§ **Problem to work on**
Scan the material for the word "curves", then return every line where it appears.

§ **Records for the task**
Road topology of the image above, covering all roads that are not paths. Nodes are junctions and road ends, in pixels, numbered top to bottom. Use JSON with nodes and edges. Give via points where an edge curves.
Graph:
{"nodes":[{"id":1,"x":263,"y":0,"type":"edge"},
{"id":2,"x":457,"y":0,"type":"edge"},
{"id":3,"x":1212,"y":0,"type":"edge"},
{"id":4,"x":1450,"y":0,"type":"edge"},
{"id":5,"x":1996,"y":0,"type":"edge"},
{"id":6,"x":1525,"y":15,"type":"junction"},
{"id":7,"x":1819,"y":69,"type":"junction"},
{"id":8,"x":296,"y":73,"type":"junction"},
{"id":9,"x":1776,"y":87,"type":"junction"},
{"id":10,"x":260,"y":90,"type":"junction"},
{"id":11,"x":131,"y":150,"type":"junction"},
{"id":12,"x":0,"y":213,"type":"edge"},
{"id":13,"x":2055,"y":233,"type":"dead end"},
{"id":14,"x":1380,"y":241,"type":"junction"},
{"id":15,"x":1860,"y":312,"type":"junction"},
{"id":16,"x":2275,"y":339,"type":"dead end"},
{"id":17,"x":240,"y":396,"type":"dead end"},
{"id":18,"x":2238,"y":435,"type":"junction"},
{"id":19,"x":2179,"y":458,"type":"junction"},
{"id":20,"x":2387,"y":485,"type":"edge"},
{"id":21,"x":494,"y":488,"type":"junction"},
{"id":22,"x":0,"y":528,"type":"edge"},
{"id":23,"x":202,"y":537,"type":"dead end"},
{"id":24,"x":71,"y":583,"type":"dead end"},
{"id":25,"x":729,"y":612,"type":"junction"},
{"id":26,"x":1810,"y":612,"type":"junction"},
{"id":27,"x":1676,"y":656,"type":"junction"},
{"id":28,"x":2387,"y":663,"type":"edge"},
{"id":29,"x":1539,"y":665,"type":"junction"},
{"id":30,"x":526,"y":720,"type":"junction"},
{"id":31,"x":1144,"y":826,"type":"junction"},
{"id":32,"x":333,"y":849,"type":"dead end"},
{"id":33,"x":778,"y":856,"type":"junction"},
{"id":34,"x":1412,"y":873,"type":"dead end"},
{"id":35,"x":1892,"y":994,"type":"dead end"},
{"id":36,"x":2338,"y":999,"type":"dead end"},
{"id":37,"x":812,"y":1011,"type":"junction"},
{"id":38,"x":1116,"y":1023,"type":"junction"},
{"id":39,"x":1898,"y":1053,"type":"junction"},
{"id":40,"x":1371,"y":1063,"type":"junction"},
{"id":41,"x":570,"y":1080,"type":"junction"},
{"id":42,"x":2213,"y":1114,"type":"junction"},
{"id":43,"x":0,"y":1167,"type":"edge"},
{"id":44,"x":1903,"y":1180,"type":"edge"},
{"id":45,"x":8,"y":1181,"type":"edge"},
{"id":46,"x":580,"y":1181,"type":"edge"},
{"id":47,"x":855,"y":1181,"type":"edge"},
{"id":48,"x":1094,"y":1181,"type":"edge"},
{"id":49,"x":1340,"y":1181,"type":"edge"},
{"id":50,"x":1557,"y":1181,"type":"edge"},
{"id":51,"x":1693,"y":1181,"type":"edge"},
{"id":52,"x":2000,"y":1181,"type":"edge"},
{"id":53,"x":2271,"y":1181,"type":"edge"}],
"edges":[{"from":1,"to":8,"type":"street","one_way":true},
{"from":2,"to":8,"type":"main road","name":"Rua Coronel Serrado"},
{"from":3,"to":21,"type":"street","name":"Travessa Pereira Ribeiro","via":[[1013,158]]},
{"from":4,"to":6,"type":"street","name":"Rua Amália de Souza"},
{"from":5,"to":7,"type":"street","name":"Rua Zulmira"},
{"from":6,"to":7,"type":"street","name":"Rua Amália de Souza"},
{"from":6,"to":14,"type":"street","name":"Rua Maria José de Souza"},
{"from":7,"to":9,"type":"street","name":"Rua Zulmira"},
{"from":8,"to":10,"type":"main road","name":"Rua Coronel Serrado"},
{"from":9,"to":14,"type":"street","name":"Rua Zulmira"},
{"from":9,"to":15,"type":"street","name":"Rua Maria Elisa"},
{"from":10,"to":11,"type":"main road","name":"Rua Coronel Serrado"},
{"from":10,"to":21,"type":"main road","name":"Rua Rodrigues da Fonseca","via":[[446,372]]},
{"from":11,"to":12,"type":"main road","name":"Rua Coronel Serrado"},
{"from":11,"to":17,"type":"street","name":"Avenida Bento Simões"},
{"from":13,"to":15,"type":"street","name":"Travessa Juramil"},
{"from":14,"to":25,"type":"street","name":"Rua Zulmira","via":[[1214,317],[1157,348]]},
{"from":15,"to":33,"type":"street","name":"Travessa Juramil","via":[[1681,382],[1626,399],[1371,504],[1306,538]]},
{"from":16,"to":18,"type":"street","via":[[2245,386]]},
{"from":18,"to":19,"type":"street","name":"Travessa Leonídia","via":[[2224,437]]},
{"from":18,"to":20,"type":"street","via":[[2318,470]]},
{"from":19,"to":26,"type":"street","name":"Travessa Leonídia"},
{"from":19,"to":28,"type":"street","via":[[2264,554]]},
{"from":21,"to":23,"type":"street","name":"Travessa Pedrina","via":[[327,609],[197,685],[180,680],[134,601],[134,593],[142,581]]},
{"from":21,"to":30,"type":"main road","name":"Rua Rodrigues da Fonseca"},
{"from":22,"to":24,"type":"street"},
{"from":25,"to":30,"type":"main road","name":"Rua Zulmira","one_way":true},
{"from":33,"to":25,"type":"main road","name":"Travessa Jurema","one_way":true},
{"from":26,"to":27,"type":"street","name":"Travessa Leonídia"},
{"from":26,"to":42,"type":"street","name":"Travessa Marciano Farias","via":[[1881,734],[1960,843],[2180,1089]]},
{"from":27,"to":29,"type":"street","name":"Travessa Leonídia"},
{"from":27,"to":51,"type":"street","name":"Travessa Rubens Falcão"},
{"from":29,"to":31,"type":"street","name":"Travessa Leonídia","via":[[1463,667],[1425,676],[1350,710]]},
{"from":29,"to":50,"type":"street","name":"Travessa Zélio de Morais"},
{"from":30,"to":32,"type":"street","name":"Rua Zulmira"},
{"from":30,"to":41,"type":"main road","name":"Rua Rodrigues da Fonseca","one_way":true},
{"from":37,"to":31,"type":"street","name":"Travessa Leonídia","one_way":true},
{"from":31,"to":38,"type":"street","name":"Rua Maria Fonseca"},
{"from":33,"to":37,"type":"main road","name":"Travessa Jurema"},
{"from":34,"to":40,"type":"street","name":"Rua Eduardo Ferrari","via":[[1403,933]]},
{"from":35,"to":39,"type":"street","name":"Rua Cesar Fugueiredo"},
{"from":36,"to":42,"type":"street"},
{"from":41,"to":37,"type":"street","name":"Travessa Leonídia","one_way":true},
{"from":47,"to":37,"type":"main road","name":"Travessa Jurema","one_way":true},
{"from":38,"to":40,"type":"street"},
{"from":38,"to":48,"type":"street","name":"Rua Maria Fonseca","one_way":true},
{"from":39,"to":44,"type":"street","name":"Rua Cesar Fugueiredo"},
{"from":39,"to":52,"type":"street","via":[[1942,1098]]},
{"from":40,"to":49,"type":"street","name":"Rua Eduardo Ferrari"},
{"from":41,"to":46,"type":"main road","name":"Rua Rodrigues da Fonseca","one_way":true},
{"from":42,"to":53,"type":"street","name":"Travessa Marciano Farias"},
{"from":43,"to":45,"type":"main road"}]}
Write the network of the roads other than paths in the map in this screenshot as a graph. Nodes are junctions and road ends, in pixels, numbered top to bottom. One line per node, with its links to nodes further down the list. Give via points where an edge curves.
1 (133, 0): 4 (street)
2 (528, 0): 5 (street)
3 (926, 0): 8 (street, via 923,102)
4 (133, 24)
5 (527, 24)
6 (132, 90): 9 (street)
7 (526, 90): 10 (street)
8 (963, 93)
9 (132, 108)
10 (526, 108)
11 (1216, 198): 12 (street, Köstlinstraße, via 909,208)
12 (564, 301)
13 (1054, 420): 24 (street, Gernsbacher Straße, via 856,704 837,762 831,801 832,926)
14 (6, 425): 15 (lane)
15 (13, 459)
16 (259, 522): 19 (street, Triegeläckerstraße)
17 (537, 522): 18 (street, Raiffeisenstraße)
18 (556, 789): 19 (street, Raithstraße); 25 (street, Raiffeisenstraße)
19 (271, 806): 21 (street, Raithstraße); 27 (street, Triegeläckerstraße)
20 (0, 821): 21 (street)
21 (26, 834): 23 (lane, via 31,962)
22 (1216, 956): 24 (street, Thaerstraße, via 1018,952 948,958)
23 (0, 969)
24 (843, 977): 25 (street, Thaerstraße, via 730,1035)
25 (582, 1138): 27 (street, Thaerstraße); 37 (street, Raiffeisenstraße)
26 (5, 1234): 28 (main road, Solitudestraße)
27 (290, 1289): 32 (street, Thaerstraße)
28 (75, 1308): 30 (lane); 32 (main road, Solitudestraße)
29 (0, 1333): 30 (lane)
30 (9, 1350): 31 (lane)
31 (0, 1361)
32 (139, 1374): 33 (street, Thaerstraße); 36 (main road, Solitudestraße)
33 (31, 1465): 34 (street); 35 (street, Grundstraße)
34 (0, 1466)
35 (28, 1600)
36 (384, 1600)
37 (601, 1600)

§ **Written answer**
Road topology of the image above, covering all roads that are not paths. Nodes are junctions and road ends, in pixels, numbered top to bottom. Use JSON with nodes and edges. Give via points where an edge curves.
Write the network of the roads other than paths in the map in this screenshot as a graph. Nodes are junctions and road ends, in pixels, numbered top to bottom. One line per node, with its links to nodes further down the list. Give via points where an edge curves.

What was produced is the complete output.